Based on these observations, we reasoned that nonstationarity may be responsible for the restricted intrahemispheric topography observed in MEG correlation maps, and thus more complete bilateral MEG networks will be observed on selected temporal epochs. To test this hypothesis, we examined the spectral properties of interregional correlations. Autospectra (Fig. 3C) and total interdependence, a measure of the internodal coherence (Fig. 3D, ref. 17, and SI Text), were computed for each subject on the principal nodes of the DAN (L/R pIPS; L/R FEF) and DMN (L/R AG; LPCC; LMPFC), and then averaged across subjects. Both measures displayed a 1/f-like spectral distribution, with the interdependence showing a moderate peak around 0.1 Hz for both DAN and DMN. Accordingly, 10 s (the reciprocal of 0.1 Hz) was chosen as the window duration for computing interregional power correlation (SI Text). To this aim, we developed the maximal correlation window (MCW) algorithm, which iteratively locates epochs in which the correlation between a seed region (e.g., LpIPS) and a subset of network nodes is high while, concurrently, the correlation with a region outside of the network is minimal (Materials and Methods and SI Text). An example of such temporal window is highlighted in yellow in Fig. 3B. The hypothesis is that other nodes within a network will be more coherent in temporal windows in which some of the component nodes show strong correlation. This procedure was applied to all 30 runs recorded in all 13 subjects. For each MCW, a whole-brain temporal correlation map was computed with the seed region. In each subject, maps derived from all MCWs were averaged, and a random effects statistical test assessed significance across subjects (SI Text).

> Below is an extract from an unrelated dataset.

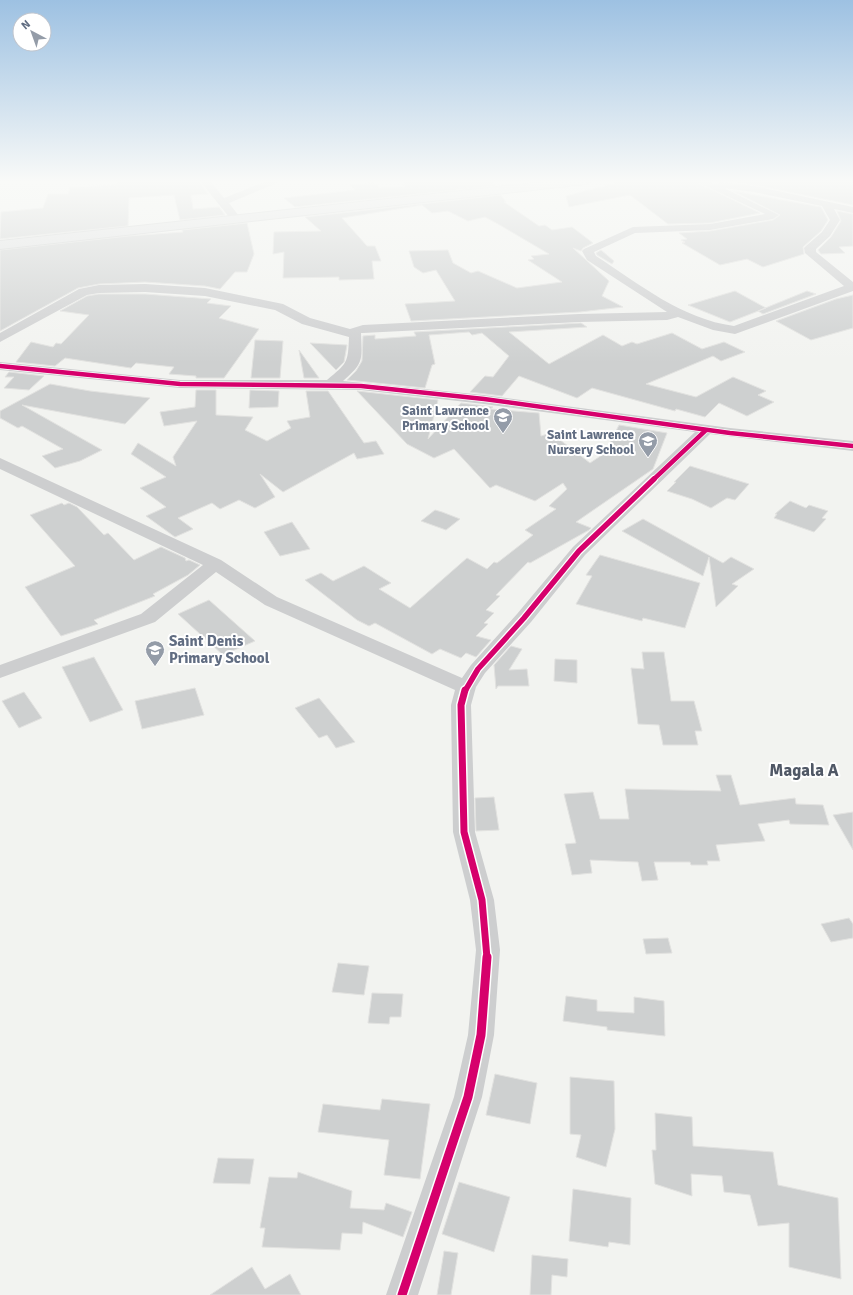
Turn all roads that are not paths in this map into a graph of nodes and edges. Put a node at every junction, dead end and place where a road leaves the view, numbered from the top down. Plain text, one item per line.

The MEG power correlation map for the DAN computed using epochs selected by the MCW algorithm (seed, LpIPS; within-RSN nodes presented to the MCW algorithm, {RpIPS, LFEF, RFEF}; external node, RSFG) is shown in Fig. 1, Nonstationary MEG. Significant correlation was observed not only near the seed and other nodes supplied to the MCW procedure, but also with several bilateral DAN regions (LMT, RMT, LvIPS, RvIPS) that were not used for epoch selection (Table S2, Dorsal Attention Network 1). The same regions also showed significant correlation when a different external node (LMPFC2) was used as control, hence when a different set of temporal windows was selected by the MCW algorithm (Fig. S2A and Table S2, Dorsal Attention Network 2).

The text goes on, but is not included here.